Washington, D.C. 20549



Submitted Pursuant to Rule 14a-6(g)




Name of Registrant:


PrivateBancorp, Inc.



Name of person relying on exemption:


Glazer Capital, LLC



Address of person relying on exemption:


250 West 55th Street

Suite 30A

New York, NY  10019



Written materials:


Attached hereto is a copy of a press release, dated December 1, 2016.  This material is being submitted pursuant to Rule 14a-6(g)(1) of the Securities Exchange Act of 1934.






Glazer Capital, LLC Issues Open Letter to Shareholders of PrivateBancorp, Inc.


Believes the CIBC Merger Consideration Clearly Undervalues the Company in Light of the Recent Surge in Regional Bank Valuations


Explains That the Only Way for Shareholders to Preserve Their Ability to Receive Full and Fair Value for Their Investment Is By Rejecting the Proposed Merger with CIBC at the Upcoming Special Meeting Next Week


Urges Shareholders to Deny CIBC the Ability to Reap the Windfall Precipitated by Recent Bank-Favorable Market Developments


Gratified That ISS Recognizes That the Proposed Merger Undervalues PrivateBancorp and Recommends Shareholders Vote Against the Acquisition 



NEW YORK, Dec. 1, 2016 /PRNewswire/ -- Glazer Capital, LLC, the manager of investment funds that collectively beneficially own 1,000,000 shares of PrivateBancorp, Inc. (NASDAQ: PVTB) (“PrivateBancorp”) common stock, issued an open letter today to PrivateBancorp shareholders detailing reasons for rejecting the proposed acquisition of PrivateBancorp by CIBC (the “CIBC Merger”) at the special meeting of PrivateBancorp shareholders scheduled to be held on December 8, 2016 (the “Special Meeting”).


The letter demonstrates, among other things, that (i) the CIBC Merger would prevent shareholders from realizing the benefits of the recent surge in regional bank valuations, (ii) PrivateBancorp’s Board of Directors has no choice under the terms of its merger agreement with CIBC but to present the CIBC Merger for a vote by shareholders at the upcoming Special Meeting, (iii) rejection of the CIBC Merger at the upcoming Special Meeting would not jeopardize the CIBC Merger and is the best means available for shareholders to achieve full and fair value, (iv) using traditional comparative valuation methodologies similar to those employed by Goldman Sachs and Sandler O’Neill in their respective fairness opinions, we believe that PrivateBancorp’s share price would exceed $50 per share absent the merger agreement with CIBC, (v) we believe that Goldman Sachs and Sandler O’Neill would not be able to re-render their fairness opinions based on current valuations, and (vi) we applaud ISS for its pragmatic, pro-shareholder approach.
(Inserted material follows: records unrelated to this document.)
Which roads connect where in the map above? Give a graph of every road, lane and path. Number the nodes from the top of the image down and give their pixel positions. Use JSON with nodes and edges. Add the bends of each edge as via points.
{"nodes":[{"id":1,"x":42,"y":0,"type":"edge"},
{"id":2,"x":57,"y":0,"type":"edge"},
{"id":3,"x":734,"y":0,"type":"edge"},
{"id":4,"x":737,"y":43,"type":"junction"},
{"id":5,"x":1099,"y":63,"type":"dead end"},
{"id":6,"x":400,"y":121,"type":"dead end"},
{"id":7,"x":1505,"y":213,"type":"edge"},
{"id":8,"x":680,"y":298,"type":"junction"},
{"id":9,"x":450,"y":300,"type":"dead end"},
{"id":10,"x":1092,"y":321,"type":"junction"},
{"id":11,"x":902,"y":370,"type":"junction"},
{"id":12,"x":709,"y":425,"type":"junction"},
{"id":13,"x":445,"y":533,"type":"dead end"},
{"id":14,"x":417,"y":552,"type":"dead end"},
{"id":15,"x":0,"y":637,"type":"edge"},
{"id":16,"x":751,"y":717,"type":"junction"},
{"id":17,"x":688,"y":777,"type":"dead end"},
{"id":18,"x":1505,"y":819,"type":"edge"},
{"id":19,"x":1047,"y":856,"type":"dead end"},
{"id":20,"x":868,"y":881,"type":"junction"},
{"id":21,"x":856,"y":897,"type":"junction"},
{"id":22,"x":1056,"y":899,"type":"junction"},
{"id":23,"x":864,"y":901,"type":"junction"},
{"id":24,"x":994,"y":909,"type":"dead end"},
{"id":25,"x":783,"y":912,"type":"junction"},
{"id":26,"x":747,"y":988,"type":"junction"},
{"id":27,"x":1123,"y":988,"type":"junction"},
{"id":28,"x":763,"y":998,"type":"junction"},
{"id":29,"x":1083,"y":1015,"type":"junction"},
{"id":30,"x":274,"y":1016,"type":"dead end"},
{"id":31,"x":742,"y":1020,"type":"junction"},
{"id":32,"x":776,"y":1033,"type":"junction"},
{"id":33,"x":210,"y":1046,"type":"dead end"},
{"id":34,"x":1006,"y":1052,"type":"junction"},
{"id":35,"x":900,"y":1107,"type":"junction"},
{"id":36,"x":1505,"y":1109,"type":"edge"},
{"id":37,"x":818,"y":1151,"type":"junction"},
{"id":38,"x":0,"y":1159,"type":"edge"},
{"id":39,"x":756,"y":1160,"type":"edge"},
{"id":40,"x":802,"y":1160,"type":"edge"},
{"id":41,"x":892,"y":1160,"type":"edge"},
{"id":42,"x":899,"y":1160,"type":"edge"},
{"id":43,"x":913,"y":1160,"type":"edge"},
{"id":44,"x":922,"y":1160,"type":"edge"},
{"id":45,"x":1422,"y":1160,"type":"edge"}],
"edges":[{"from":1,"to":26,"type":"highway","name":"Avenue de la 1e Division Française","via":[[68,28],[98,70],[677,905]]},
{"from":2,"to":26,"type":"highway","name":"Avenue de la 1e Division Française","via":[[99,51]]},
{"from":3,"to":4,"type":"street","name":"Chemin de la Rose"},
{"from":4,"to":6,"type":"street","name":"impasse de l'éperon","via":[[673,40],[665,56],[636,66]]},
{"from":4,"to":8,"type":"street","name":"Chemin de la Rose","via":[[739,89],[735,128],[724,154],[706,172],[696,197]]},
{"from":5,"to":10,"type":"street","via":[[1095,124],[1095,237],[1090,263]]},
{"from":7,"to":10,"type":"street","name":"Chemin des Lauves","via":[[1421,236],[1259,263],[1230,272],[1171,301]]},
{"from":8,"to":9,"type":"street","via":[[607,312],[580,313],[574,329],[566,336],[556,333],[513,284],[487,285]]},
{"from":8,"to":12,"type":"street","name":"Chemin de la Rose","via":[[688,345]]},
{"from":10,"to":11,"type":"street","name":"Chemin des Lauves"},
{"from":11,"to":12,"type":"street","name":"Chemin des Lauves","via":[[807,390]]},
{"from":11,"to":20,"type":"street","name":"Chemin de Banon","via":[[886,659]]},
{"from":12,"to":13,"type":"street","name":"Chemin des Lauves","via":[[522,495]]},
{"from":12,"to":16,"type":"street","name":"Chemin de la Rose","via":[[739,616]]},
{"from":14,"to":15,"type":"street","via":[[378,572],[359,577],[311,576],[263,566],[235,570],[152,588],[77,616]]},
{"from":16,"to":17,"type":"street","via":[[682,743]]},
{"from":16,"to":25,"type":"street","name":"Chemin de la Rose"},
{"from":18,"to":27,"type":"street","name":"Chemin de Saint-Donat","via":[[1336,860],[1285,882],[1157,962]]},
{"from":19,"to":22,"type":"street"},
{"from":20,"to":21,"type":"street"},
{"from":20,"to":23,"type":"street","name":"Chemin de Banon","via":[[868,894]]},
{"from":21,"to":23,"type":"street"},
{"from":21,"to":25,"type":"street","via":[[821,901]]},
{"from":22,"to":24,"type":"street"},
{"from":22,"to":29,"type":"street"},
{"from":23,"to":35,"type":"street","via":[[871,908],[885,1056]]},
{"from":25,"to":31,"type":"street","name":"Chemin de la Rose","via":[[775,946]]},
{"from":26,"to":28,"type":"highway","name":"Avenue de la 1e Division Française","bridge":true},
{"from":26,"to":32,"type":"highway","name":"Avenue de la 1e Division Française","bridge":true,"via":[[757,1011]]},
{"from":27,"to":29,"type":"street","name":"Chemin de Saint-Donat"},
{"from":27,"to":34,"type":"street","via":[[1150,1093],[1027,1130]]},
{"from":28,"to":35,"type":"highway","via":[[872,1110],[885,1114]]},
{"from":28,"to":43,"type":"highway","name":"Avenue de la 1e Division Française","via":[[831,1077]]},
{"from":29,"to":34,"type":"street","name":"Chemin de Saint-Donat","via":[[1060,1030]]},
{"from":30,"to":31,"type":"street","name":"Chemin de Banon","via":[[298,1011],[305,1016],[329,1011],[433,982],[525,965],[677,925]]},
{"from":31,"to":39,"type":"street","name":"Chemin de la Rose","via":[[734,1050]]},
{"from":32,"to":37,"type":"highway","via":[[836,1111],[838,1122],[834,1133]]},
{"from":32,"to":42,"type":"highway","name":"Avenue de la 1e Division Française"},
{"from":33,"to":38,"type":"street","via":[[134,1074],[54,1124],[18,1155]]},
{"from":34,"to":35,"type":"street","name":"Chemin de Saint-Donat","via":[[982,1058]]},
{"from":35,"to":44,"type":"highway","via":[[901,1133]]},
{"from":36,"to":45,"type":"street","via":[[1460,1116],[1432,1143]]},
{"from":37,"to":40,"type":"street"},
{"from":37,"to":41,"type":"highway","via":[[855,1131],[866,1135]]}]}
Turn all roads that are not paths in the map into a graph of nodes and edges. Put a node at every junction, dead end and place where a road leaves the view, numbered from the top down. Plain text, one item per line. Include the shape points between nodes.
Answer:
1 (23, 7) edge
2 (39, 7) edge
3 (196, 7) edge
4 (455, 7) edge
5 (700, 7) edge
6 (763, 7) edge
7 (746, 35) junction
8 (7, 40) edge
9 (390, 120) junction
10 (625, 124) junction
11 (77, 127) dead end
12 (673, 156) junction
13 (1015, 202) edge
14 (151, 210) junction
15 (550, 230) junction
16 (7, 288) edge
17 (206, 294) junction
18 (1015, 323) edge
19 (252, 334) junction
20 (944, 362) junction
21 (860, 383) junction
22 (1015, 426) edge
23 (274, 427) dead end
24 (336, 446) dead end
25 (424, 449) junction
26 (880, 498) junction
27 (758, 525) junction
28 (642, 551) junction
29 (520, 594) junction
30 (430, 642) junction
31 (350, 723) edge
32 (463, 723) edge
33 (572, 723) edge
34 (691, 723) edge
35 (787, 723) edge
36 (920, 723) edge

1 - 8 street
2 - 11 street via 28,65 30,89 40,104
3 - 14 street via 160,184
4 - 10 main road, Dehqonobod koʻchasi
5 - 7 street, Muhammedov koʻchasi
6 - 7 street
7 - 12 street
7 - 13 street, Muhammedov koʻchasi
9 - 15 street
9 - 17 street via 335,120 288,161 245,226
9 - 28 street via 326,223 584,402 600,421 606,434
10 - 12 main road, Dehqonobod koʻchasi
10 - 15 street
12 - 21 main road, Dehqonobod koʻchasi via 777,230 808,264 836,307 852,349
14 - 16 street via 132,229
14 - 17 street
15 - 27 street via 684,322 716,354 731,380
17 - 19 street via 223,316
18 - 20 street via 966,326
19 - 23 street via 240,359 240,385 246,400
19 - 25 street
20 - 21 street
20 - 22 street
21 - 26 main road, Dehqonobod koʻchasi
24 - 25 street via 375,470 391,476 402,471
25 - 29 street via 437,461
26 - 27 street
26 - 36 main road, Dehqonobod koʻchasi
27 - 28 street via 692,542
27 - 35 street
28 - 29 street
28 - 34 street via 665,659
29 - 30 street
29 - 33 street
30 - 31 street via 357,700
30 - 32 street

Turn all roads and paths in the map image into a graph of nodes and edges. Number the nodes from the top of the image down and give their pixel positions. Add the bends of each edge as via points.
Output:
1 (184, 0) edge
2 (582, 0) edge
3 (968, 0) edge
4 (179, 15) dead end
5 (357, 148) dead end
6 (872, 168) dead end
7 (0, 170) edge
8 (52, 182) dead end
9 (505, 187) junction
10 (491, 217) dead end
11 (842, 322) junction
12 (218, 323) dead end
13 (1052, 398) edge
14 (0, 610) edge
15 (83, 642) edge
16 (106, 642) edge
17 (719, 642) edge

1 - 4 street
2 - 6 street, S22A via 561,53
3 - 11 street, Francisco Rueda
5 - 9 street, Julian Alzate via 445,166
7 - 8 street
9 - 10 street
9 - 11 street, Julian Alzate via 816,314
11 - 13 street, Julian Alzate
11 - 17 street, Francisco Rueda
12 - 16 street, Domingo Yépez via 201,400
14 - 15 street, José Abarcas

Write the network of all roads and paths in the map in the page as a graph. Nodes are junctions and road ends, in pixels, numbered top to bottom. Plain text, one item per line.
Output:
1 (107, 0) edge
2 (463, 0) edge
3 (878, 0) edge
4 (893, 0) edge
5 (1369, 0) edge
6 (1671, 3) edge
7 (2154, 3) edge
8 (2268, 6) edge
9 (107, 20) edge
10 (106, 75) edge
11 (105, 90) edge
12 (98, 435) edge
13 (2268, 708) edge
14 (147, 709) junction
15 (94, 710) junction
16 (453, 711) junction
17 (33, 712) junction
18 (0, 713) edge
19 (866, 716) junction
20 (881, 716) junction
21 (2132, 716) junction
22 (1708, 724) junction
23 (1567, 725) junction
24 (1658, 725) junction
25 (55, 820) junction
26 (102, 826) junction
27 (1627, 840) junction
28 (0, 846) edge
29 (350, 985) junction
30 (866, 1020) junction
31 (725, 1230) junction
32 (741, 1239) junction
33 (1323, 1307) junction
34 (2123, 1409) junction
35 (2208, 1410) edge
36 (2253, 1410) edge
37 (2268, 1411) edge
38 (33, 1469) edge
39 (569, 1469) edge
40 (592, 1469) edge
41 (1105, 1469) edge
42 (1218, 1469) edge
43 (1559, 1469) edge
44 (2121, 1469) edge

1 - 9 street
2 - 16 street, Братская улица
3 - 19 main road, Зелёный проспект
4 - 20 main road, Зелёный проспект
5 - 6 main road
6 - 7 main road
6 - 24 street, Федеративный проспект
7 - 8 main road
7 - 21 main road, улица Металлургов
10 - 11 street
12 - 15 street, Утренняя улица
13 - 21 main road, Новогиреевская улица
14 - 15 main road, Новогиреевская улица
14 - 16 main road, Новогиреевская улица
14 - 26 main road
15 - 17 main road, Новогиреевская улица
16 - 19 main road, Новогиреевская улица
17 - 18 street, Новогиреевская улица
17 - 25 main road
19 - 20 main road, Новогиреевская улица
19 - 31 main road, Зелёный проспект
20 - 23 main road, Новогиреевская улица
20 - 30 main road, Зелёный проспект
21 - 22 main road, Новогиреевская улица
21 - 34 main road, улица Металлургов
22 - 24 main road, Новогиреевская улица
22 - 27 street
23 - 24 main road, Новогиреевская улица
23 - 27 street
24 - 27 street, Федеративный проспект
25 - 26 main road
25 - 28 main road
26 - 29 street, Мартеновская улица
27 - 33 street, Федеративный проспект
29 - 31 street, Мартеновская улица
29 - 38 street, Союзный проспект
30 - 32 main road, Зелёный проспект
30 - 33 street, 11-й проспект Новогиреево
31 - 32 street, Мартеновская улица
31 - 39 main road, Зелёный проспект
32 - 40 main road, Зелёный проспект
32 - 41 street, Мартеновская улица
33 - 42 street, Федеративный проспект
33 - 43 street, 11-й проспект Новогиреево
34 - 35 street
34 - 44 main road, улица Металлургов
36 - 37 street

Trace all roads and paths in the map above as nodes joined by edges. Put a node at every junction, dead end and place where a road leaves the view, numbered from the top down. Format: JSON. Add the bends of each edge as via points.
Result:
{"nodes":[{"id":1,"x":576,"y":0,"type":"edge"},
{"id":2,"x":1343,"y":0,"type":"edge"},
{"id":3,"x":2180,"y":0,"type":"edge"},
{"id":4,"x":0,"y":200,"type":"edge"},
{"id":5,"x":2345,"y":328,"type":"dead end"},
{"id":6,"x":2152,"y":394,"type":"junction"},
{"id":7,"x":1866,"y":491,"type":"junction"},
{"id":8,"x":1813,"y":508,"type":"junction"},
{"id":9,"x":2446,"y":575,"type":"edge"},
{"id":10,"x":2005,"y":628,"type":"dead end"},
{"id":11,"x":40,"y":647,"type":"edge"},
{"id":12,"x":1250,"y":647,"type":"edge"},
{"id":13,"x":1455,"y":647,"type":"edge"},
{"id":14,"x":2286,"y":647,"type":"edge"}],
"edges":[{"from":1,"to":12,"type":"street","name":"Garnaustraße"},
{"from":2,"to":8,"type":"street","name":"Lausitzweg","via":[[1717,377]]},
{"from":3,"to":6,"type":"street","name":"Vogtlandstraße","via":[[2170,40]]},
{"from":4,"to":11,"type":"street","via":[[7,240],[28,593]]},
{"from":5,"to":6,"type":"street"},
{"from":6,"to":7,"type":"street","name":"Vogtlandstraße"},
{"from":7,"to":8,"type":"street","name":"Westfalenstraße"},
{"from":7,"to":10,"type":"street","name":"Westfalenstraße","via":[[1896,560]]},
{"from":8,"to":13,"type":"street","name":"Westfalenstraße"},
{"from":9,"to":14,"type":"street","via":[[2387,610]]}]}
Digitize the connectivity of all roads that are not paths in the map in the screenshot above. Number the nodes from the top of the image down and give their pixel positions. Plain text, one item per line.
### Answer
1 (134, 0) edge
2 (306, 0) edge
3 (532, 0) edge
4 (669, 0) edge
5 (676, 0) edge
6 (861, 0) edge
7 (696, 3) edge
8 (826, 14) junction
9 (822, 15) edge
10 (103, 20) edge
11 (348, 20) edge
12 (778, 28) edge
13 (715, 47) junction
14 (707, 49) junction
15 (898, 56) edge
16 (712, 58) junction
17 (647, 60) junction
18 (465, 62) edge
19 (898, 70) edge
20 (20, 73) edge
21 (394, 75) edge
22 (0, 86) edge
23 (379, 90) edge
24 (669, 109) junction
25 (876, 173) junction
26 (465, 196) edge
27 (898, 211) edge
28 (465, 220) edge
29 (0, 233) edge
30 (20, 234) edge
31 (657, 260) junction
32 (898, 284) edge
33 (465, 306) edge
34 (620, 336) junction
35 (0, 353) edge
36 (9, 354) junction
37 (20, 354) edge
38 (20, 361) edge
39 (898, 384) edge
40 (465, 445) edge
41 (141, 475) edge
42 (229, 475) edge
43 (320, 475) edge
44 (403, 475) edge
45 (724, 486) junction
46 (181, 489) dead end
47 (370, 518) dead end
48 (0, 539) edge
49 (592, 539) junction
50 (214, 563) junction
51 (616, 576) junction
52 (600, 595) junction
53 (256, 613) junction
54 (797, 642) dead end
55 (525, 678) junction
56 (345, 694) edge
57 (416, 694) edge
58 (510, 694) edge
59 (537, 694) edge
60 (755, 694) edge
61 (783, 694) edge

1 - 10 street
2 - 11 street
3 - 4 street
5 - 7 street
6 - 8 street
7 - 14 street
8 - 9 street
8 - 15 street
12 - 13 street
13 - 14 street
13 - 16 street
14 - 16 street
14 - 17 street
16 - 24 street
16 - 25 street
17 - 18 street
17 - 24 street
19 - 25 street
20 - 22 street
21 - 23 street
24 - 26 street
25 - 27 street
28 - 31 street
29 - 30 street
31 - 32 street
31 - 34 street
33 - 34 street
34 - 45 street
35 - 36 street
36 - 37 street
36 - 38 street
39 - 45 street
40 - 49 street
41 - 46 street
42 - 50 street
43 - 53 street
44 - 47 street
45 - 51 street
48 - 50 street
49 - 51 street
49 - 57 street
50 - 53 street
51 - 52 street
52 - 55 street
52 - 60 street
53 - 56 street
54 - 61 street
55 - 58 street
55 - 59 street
The full text of the letter follows below:


December 1, 2016



Dear Fellow PrivateBancorp Shareholders,


On June 29, 2016, Canadian Imperial Bank of Commerce ("CIBC") announced1 an agreement to acquire PrivateBancorp, Inc. (“PrivateBancorp” or the “Company”) for cash and stock consideration (the “CIBC Merger”) then valued at $47.00 per share, a 31% premium to PrivateBancorp’s prior closing price of $35.93 (the “Unaffected Price”) on June 28, 2016. Since then, we have witnessed a seismic shift in the valuation of regional banks, rendering inadequate the merger consideration and obsolete the fairness opinions provided by Goldman Sachs (“Goldman”) and Sandler O’Neill (“Sandler”). Glazer Capital, LLC (“Glazer Capital”) is the beneficial owner of 1,000,000 shares of PrivateBancorp, and our sole interest is to ensure that all shareholders receive full and fair value for their investment in the Company.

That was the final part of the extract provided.